The last part of the init takes care of setting up the LCD and placing some text on it.

MAIN

Now the main part of the program starts with the infinite loop while(1) I tried to make it all pretty straight forward with the comments telling what is happening. The button of the Rotary Encoder is checked, if it is the current value of TIM7 (timeout) is stored, and depending on how long it was held pressed we go to one of the other routine. A short press means that the cursor needs to go to the next frequency digit, a longer press means we want to change amplitude and a real long press means go to the offset.

The amplitudecan have a value of 15 down to 0 (it is displayed as 16 down to 1) The bits in the amplitude variable decide which of the relays will be switched on or off. The is done here:

if (amplitude & 0x01) LL_GPIO_ResetOutputPin(GPIOE, LL_GPIO_PIN_11);

else LL_GPIO_SetOutputPin(GPIOE, LL_GPIO_PIN_11);

......

When the button isn't pressed the direction in which the Rotary Encoder is turned is checked and the frequency is adjucted accordingly. If the frequency is different from the previous frequency this new value is used to calculate a new stepsize and it is displayed on the LCD.

What follows next are the functions for ROTARY_direction, CALC_frequency, SHOW_frequency and SHOW_cursor. They are simple enough to check for yourself.

The DMA2_Stream1_IRQHandler may need some explaining though.

It starts with

LL_GPIO_SetOutputPin(GPIOE, LL_GPIO_PIN_0);

and it ends with

LL_GPIO_ResetOutputPin(GPIOE, LL_GPIO_PIN_0);

this has nothing to do with the actual work that is needed to generate the signals, but it is very handy to see (on an oscilloscope) how long the interrupt routine takes.

Next the Transmission Complete 1 (TC1) flag is checked. If it is set the DMA has finished sending the data from one of its buffers to the DAC and it will continue with the other buffer. That mean we can now start work on the buffer that the DMA has just finished sending.

To find out which buffer the DMA is using now, the LL_DMA_GetCurrentTargetMem function is called. If it returns a 1, it is using the second buffer (dac_buffer_b[]) and we can get to work on the first buffer (dac_buffer_a[]).

There are 1024 values available in the dac_buffers, and they are filled by reading from the waveform[] array. But the value selected from this waveform[] array is determined by the phase counter. And this phase counter in turn is incremented with the stepsize.

Now remember that this phase counter runs from 0 to 4,294,967,295 and there are just 1024 values in waveform[]. To calculate the value to select from waveform we need to divide it by 4,194,304 and that is done by shifting it right 22 places, like this: phase >> 22 (2^22 = 4,194,304)

One last thing that needs to be mentioned, STM32IDE nor STM32CUBEMX will switch on Caching and PreFetching.
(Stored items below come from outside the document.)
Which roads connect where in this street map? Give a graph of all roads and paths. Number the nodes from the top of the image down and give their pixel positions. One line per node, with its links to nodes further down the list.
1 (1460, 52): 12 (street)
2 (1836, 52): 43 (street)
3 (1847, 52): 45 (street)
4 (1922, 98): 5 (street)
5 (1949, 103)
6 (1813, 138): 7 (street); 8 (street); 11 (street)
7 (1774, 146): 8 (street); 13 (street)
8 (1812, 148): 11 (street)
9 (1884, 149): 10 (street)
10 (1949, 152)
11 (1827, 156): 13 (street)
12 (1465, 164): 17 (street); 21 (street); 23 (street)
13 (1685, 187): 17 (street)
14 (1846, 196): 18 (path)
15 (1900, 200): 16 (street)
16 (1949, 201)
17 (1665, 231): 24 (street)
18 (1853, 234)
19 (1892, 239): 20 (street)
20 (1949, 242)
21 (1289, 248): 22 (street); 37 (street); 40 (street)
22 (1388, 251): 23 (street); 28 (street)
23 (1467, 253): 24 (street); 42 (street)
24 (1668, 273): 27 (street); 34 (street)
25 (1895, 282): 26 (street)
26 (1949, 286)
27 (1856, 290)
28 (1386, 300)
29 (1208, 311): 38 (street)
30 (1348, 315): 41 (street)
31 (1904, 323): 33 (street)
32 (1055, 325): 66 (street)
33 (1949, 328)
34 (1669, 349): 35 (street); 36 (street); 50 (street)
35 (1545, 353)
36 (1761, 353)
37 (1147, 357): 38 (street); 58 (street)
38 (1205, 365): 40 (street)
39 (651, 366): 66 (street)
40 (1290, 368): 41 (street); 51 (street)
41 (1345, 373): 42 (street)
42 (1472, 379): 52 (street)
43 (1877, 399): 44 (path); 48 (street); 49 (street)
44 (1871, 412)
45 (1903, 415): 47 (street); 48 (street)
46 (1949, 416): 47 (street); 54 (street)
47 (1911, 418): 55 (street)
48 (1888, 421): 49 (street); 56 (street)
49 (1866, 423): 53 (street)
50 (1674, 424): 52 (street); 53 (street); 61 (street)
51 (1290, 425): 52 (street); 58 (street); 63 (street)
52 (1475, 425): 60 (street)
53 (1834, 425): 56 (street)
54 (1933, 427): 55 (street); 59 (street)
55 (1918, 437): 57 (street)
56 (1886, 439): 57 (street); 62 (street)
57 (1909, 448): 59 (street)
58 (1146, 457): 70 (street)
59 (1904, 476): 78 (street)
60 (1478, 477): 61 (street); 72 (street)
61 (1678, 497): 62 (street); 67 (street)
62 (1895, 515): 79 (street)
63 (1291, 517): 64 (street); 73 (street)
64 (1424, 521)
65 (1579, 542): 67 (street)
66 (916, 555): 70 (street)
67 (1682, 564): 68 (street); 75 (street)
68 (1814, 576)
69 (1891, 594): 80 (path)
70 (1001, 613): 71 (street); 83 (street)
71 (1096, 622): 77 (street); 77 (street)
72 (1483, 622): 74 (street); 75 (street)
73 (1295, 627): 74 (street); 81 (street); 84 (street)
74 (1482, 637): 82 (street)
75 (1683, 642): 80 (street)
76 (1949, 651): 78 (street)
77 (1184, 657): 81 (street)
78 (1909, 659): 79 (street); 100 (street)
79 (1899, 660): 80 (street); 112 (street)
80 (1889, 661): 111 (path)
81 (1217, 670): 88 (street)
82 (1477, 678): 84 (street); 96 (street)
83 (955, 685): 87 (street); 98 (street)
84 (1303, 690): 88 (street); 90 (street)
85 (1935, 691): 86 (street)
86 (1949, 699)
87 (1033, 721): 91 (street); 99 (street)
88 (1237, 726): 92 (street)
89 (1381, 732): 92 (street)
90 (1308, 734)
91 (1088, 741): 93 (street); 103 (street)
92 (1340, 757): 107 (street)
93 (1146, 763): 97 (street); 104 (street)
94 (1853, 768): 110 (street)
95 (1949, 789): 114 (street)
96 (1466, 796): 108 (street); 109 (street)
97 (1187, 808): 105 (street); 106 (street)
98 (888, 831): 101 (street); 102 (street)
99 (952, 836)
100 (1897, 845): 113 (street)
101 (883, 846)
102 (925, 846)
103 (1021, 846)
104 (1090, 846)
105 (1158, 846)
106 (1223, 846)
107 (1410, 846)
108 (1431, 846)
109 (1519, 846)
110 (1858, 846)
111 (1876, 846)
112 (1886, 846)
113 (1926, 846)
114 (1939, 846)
This is done during SystemClock_Config(void) with the lines:

LL_FLASH_EnableInstCache();

LL_FLASH_EnablePrefetch();

Adding these two lines makes a huge difference in speed.

Step 7: You Made It All the Way!

This isn't an instructable in the sense that I show all the steps I have taken to build the signal generator. It has taken me some two weeks building hard- and software and getting it to fit in the project box and I always forget to take pictures. So when anything isn't clear, do not hesitate to ask. I'm not a pro, just an old hobbyist but if I can help, I will.

Also there is a very helpful community of users (and they are professionals) on the STMicroelectronics website (https://community.st.com) But they do expect that you have investigated yourself first, read the docs and application notes and that you ask questions with as much info as is needed to determine what you are trying to do.